- _TASK_
Return the lines that run from the beginning of the entries to the line holding "position:relative; flex:1; overflow:hidden", inclusive, and drop the pictures.

- _DATA SECTION_
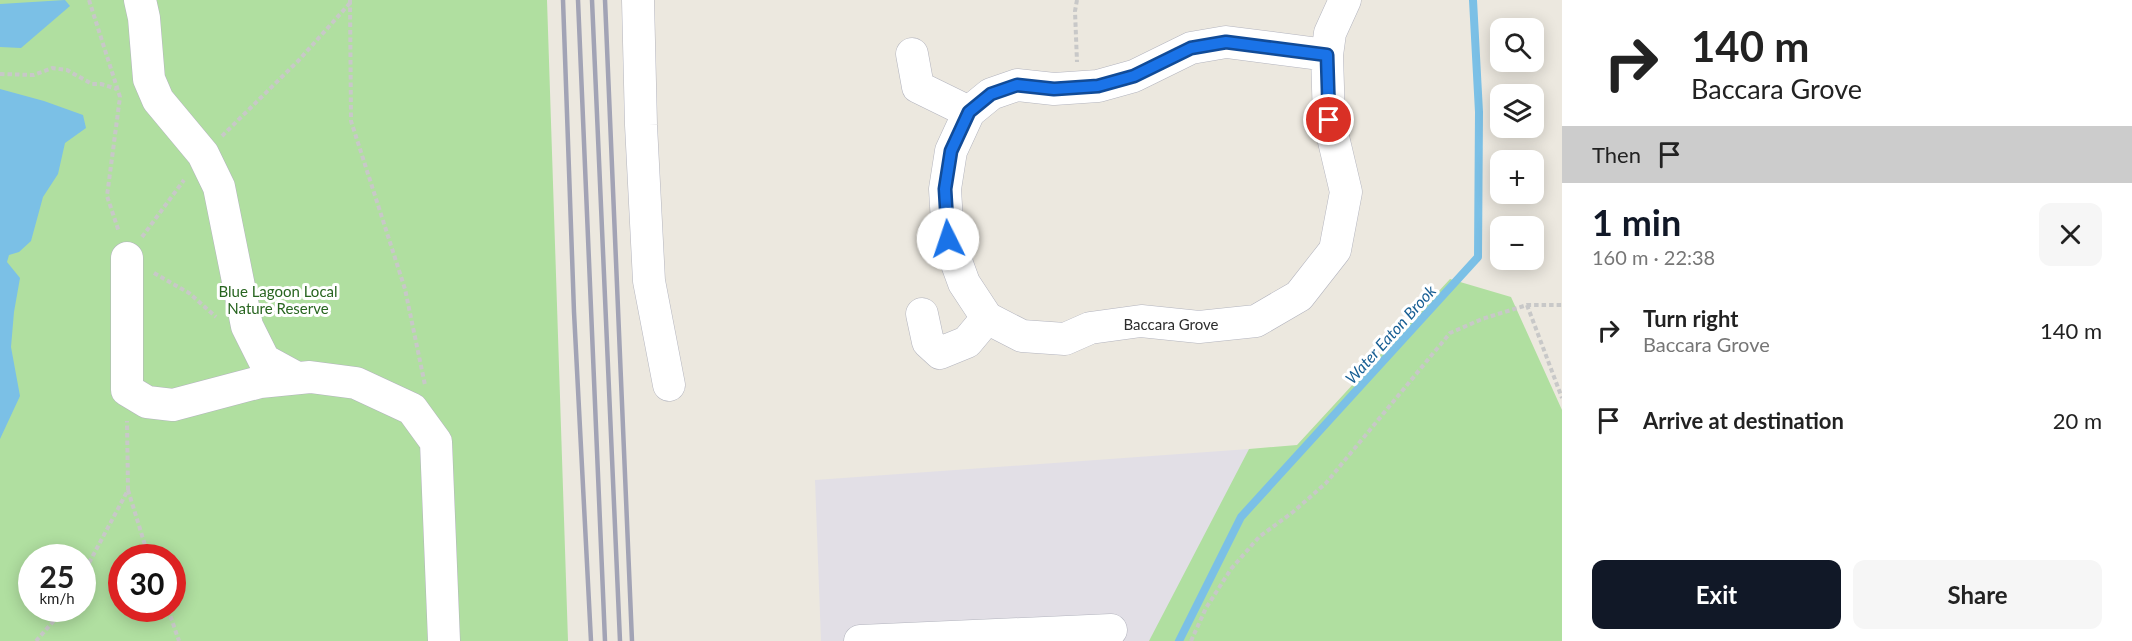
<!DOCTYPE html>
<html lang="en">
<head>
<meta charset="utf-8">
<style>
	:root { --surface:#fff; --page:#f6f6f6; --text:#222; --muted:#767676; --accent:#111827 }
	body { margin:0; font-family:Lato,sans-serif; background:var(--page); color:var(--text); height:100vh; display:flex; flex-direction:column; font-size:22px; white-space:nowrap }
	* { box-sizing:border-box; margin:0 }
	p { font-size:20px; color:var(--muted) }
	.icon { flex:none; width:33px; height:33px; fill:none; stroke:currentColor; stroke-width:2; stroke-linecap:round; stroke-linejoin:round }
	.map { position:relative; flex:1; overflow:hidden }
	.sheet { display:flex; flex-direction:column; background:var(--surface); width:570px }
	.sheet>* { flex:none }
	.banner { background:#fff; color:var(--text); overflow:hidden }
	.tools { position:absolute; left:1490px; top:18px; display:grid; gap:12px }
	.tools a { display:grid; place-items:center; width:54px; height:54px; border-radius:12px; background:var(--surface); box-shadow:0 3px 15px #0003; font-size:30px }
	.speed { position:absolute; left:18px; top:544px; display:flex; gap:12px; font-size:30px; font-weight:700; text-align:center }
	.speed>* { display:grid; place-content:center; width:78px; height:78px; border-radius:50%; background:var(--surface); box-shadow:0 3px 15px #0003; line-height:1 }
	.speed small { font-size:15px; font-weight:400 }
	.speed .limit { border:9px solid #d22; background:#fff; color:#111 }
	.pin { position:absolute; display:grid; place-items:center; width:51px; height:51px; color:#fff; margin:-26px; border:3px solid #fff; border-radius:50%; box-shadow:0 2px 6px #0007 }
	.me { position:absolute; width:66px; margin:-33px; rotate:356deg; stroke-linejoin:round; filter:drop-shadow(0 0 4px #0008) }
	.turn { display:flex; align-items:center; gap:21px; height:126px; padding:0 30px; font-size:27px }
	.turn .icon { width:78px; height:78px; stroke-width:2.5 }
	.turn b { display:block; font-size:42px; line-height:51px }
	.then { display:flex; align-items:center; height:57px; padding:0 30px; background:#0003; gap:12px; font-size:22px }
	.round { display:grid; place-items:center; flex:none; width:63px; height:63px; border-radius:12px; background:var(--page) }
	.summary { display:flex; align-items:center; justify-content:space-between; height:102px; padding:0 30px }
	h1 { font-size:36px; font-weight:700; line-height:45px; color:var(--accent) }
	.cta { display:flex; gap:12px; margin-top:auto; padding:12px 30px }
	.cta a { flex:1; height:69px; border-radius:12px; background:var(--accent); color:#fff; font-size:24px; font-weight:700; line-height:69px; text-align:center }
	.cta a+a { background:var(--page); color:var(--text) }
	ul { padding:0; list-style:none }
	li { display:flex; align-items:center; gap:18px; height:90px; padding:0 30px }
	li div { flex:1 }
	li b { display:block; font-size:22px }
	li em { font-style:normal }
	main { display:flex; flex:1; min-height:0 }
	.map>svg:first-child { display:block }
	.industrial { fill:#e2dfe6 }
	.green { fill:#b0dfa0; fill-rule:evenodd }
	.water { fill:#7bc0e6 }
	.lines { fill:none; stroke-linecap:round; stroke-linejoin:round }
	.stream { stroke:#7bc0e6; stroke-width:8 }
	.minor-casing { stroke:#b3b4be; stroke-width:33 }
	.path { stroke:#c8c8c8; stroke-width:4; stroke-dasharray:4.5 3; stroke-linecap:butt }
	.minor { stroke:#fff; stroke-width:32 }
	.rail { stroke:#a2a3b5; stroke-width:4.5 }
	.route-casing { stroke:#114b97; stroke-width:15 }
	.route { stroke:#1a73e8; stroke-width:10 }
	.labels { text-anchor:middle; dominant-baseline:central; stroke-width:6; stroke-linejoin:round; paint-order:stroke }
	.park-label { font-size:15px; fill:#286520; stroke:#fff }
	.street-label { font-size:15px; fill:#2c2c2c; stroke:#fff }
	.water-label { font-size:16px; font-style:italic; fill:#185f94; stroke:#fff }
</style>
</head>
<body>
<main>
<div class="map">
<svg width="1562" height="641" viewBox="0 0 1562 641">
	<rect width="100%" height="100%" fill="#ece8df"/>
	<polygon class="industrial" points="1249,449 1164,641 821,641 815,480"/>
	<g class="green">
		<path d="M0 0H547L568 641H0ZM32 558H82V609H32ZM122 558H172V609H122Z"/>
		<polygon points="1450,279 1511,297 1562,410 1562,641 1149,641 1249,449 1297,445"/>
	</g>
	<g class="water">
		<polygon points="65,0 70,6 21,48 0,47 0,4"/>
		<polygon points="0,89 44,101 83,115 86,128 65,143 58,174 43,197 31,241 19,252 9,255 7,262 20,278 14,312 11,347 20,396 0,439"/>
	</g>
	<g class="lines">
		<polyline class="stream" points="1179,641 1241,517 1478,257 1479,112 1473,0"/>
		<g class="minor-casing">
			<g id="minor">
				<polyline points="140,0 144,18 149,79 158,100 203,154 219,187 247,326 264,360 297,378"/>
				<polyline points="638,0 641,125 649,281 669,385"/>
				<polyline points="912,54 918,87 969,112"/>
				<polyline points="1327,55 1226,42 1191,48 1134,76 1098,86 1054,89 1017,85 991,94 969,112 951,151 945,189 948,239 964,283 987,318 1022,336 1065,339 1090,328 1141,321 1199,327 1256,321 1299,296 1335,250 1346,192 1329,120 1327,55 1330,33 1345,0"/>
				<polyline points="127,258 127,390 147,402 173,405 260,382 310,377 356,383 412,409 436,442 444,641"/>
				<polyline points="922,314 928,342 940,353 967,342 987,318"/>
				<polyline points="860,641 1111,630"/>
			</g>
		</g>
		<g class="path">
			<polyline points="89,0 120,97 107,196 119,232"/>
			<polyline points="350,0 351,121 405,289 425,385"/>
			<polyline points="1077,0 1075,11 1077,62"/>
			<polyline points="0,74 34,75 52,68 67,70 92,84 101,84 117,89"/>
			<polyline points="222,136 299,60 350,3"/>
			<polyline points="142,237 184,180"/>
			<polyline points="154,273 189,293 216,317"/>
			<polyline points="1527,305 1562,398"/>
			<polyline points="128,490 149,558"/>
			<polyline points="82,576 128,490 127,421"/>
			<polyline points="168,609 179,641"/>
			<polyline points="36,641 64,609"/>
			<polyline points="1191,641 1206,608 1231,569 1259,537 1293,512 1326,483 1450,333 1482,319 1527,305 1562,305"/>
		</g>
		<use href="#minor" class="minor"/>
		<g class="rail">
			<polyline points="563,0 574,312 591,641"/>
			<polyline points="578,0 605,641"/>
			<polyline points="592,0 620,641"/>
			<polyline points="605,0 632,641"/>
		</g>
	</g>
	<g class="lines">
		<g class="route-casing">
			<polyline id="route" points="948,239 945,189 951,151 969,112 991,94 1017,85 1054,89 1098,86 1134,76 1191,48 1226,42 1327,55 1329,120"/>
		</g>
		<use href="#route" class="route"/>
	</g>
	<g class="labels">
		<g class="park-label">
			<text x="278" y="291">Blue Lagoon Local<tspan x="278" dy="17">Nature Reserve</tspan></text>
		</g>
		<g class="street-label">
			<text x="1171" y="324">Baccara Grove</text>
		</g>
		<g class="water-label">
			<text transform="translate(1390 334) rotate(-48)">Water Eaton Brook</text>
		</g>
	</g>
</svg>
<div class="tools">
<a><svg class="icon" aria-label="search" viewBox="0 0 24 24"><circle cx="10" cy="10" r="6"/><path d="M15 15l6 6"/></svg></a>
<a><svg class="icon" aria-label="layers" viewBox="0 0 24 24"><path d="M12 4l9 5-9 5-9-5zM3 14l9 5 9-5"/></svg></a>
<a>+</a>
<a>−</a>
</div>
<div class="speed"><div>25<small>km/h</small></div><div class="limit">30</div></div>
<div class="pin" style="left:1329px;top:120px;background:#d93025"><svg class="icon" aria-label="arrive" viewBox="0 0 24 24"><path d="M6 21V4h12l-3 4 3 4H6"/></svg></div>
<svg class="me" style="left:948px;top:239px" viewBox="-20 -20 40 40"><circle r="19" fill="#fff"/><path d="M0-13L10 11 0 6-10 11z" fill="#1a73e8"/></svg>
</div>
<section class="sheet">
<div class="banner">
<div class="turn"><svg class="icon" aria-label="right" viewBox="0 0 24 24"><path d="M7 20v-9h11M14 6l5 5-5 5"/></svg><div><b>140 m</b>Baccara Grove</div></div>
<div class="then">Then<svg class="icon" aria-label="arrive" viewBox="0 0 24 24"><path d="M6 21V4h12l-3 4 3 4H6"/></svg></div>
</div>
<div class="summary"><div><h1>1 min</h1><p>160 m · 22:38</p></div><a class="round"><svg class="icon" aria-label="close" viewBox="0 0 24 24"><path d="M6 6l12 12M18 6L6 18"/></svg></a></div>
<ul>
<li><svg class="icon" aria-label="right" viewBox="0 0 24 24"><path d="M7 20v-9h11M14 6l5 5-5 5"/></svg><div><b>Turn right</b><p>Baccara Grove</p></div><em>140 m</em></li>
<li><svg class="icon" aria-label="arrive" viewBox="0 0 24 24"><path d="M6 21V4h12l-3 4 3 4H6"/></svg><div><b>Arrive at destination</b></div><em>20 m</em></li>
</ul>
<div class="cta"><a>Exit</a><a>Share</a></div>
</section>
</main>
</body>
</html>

- _ANSWER TO THIS EXERCISE_
<!DOCTYPE html>
<html lang="en">
<head>
<meta charset="utf-8">
<style>
	:root { --surface:#fff; --page:#f6f6f6; --text:#222; --muted:#767676; --accent:#111827 }
	body { margin:0; font-family:Lato,sans-serif; background:var(--page); color:var(--text); height:100vh; display:flex; flex-direction:column; font-size:22px; white-space:nowrap }
	* { box-sizing:border-box; margin:0 }
	p { font-size:20px; color:var(--muted) }
	.icon { flex:none; width:33px; height:33px; fill:none; stroke:currentColor; stroke-width:2; stroke-linecap:round; stroke-linejoin:round }
	.map { position:relative; flex:1; overflow:hidden }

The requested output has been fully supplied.